In just over seven months, the model has become an online phenomenon. She has thousands of fans from around the world who pay as much as $30 a month to see images of her. New photographs of her -- many clearly intended to be erotic, all supposedly taken that week -- are posted online every Friday for her growing legions of admirers.
The model's online name is Sparkle. She is -- at most -- 9 years old.
Sparkle is one of hundreds of children being photographed by adults, part of what appears to be the latest trend in online child exploitation: Web sites for pedophiles offering explicit, sexualized images of children who are covered by bits of clothing -- all in the questionable hope of allowing producers, distributors and customers to avoid child pornography charges.
In recent months, investigations of child pornography -- by the Justice Department, state and local law enforcement and Congress -- have contributed to shutdowns of some of the most sexually explicit Internet sites.
But they have been replaced by a growing number of so-called model sites, Internet locations that offer scores of original photographs of scantily clad children like Sparkle, often posed in ways requested by subscribers.
More than 200 of the sites have been found by The New York Times through online advertising aimed at pedophiles, and a majority focus mostly on one child. Almost all the children appear to be between the ages of 2 and 12.
Based on descriptions in online customer forums and in Web pages showing image samples, the children are photographed by people who have frequent access to them.
Based on the images and wording from online advertisements, the sites show toddlers wearing tight thongs, and slightly older children posing evocatively while wearing makeup and feather boas.
There is even a site that offers images of girls and boys who appear to be 5 or 6 years old, wearing just diapers.
In online conversations observed by The Times over four months, pedophiles portrayed model sites as the last of a shrinking number of Internet locations for sexual images of minors.
"I considered the authors of those sites as leaders of a rebellion movement for child porn," a man calling himself Heartfallen wrote in an online site for pedophiles, discussing the decline in the number of sites featuring images of naked minors. "They've vanished. There is much less freedom on the Internet now. We still have a rebellion made up of non-nude child modeling sites. But are they going to suffer the same fate as their predecessors?"
While adult pornography has some First Amendment protections, there are no such protections for child pornography.
Still, some experts have expressed discomfort, in general, at criminalizing clothed pictures of minors.
"This is a difficult area," said Michael A. Bamberger, a First Amendment specialist at Sonnenschein Nath & Rosenthal, based in New York. "The whole history of the exception from First Amendment protections for child pornography is based on the harm to the child. But there is in my view a free speech issue with respect to designating photographs of persons under the age of 18 who are clothed as child pornography."
But Bamberger expressed uncertainty about whether his concerns applied when told details of the model sites found by The Times. "To me, it sounds as if you are really talking about nude equivalents, almost like cellophane clothing, and that's not clothing at all."

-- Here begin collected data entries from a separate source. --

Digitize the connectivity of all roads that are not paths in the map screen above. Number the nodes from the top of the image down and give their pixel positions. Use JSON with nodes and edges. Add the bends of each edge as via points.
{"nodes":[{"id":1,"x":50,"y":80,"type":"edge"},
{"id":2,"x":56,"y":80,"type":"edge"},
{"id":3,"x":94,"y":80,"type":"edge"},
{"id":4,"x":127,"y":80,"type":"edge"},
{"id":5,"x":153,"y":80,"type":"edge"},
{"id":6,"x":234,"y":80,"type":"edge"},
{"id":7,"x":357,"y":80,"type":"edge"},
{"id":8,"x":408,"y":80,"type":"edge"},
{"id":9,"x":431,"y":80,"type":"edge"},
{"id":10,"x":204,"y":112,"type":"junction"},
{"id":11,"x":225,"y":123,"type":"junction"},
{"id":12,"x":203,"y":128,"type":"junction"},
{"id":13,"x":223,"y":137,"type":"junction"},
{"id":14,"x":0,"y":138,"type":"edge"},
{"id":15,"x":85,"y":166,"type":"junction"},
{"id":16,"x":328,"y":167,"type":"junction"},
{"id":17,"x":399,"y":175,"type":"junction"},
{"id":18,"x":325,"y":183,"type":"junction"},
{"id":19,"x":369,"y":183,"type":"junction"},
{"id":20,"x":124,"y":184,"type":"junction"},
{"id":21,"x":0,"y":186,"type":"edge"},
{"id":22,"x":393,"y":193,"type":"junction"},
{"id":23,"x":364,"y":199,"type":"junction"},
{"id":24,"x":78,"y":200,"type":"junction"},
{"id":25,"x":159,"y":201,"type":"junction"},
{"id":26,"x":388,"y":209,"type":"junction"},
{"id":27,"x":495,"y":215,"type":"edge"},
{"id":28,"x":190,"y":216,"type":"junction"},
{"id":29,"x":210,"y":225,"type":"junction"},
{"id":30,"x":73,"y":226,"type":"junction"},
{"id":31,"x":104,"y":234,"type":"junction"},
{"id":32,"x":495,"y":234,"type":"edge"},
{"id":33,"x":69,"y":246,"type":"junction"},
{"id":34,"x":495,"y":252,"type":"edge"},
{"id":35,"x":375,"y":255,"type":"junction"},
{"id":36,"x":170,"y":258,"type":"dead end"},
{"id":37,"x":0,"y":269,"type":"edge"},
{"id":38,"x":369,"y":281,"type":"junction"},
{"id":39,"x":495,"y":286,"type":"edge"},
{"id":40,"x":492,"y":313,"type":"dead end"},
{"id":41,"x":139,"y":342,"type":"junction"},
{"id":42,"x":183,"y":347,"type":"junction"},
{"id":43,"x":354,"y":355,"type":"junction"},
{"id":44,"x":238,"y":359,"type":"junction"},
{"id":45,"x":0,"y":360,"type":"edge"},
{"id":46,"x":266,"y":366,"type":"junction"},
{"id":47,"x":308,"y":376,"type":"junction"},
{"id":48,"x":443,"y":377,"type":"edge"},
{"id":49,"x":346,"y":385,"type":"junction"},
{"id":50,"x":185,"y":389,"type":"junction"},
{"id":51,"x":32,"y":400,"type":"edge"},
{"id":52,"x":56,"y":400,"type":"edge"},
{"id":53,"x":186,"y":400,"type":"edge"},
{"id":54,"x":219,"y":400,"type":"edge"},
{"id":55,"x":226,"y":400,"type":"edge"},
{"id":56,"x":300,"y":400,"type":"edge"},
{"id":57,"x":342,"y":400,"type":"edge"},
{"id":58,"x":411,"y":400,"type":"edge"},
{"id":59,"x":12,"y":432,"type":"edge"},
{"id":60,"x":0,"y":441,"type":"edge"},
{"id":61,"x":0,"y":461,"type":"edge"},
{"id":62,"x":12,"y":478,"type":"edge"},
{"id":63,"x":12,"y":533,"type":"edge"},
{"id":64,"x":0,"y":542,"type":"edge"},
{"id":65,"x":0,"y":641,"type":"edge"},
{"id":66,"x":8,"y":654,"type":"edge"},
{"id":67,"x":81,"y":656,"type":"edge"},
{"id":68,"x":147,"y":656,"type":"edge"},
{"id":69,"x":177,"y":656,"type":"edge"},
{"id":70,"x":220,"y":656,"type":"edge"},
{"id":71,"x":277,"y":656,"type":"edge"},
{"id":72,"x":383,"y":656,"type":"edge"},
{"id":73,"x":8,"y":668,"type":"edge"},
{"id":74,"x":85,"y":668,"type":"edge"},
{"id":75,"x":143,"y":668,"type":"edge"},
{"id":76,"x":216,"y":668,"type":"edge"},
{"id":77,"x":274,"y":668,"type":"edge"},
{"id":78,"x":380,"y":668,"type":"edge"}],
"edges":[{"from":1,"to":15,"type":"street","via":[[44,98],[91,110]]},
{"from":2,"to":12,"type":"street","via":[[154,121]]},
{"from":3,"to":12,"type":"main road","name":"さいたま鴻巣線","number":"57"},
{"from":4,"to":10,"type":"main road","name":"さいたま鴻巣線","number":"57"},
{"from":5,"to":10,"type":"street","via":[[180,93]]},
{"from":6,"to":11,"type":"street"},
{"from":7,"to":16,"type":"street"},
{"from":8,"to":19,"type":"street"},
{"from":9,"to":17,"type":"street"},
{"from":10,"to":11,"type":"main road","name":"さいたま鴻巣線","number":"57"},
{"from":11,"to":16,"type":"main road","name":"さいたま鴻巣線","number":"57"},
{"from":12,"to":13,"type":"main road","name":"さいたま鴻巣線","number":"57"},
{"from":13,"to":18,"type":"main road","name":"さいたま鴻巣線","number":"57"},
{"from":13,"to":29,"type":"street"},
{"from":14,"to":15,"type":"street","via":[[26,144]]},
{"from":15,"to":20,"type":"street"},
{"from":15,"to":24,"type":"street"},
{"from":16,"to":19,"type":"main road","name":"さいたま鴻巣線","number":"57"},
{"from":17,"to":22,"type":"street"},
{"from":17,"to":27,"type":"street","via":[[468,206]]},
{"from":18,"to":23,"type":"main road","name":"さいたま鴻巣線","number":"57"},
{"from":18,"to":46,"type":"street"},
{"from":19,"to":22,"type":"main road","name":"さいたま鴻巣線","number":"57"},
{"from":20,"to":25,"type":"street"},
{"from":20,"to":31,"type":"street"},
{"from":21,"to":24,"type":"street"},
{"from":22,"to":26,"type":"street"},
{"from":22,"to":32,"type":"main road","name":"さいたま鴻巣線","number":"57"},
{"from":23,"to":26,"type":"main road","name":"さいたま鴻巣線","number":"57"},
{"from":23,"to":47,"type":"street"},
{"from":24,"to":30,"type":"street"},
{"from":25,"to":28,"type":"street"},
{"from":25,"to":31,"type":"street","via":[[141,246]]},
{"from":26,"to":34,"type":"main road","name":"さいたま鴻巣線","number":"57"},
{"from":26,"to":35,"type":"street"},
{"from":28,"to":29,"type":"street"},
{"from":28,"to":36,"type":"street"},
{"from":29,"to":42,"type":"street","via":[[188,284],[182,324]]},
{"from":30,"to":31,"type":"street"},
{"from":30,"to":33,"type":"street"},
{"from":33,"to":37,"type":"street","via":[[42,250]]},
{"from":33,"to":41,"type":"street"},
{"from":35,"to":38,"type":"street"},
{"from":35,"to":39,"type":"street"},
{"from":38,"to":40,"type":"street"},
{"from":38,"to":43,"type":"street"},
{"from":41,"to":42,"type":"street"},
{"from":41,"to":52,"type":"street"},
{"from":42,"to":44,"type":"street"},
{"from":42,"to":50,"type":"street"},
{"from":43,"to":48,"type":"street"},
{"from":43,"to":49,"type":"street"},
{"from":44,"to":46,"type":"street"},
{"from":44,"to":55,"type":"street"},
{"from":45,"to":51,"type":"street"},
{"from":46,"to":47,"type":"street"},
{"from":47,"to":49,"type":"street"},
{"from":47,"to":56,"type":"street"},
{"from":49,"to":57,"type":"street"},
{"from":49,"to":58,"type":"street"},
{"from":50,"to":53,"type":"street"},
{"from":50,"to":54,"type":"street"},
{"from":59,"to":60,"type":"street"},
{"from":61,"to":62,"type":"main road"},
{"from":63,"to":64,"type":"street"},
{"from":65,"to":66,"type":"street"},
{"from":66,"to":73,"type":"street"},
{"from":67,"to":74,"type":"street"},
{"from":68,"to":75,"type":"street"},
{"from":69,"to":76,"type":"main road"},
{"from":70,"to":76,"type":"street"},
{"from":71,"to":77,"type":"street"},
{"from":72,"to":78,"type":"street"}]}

A New York Times investigation last year disclosed a new frontier in child pornography, in which minors used computer video Webcams to perform on the Internet in exchange for gifts and money. That article, published in December, resulted in a government crackdown, including arrests and the shutdown of major Webcam pornography sites.

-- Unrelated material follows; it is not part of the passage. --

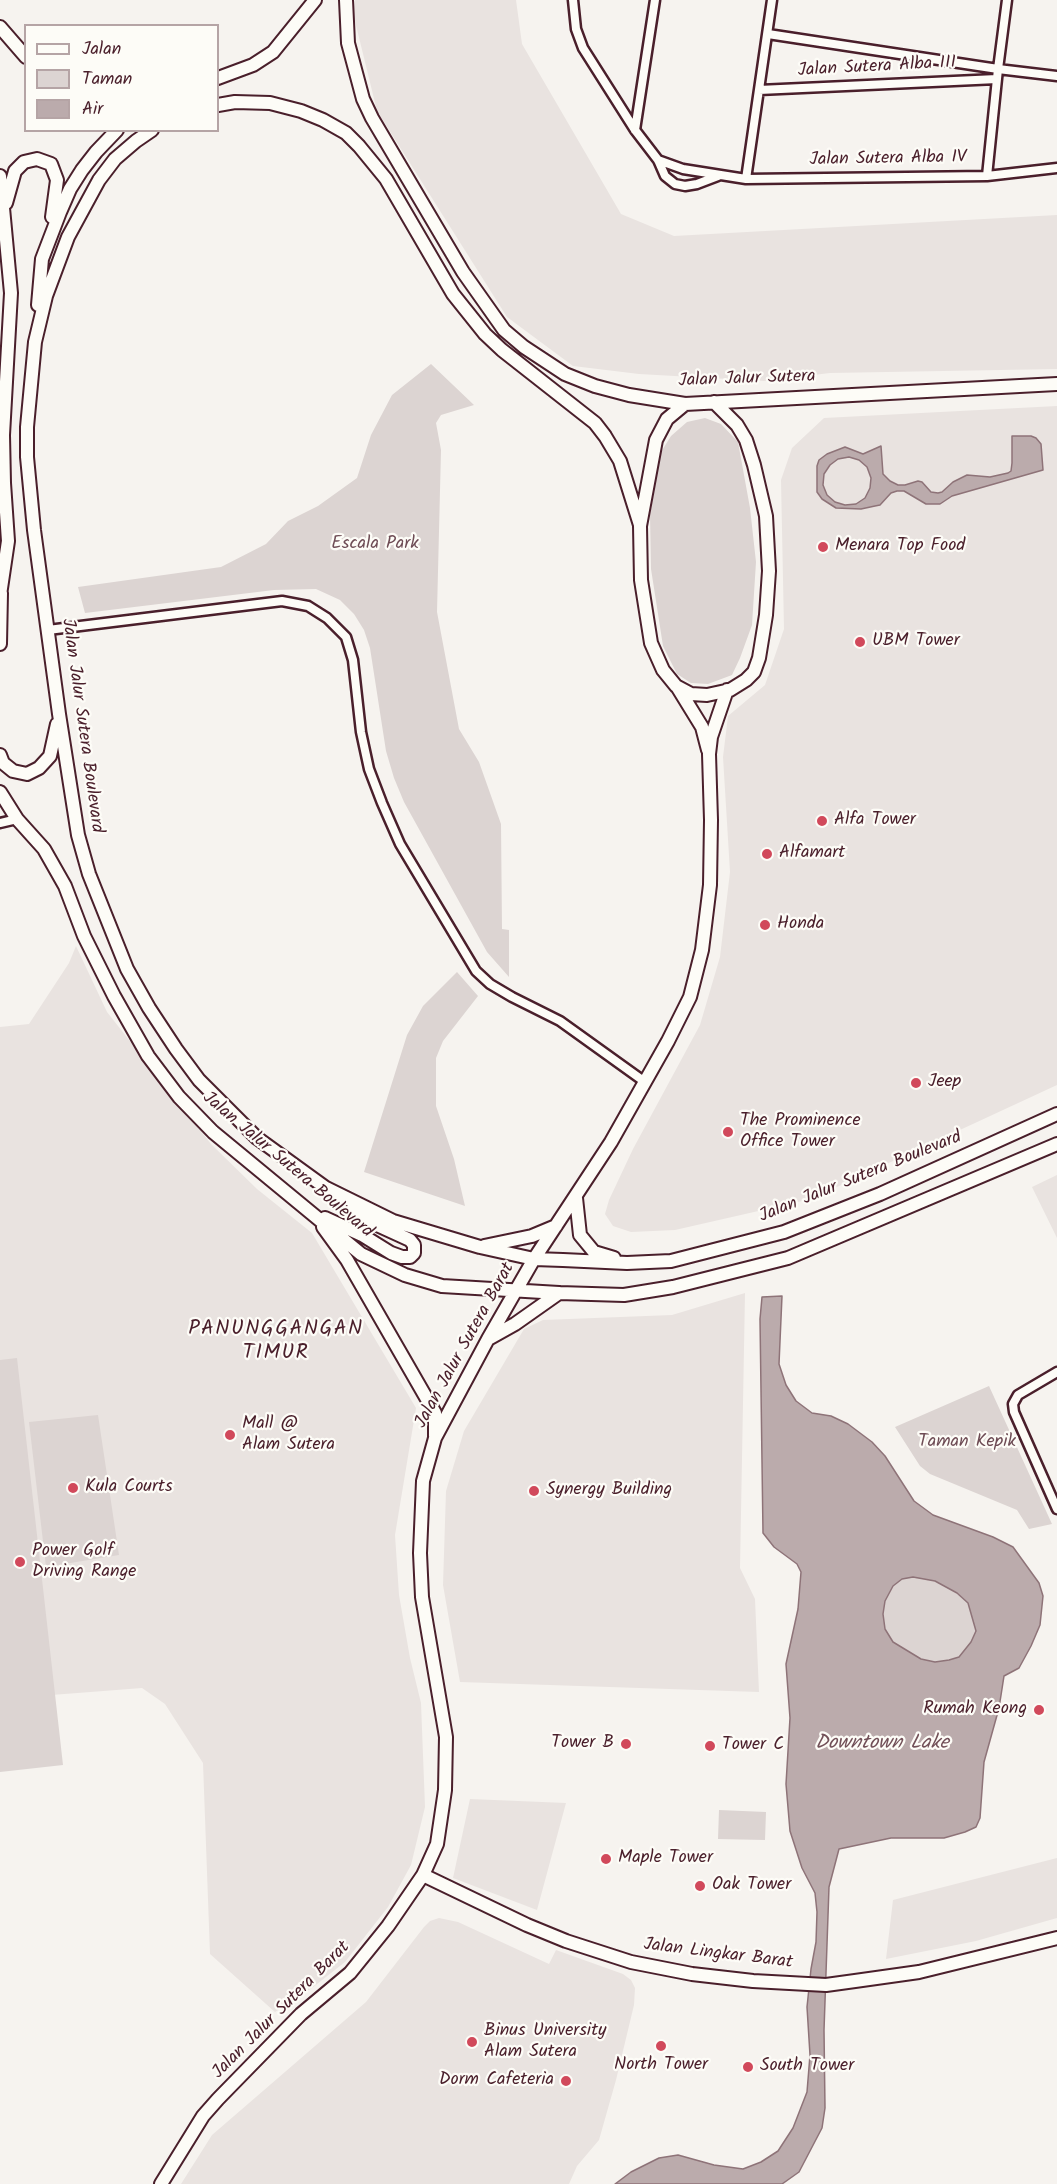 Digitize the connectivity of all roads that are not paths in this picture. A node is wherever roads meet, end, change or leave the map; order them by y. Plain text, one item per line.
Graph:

The Times' investigation opened a window into an online subculture of pedophiles. This story is a further look into that world and the businesses that have developed to serve it.
Covering this story raised legal issues. U.S. law makes it a crime to purchase, download or view child pornography, unless the images are promptly reported to authorities and no images are copied or retained. The Times complied with the law, disclosing what it found to appropriate authorities.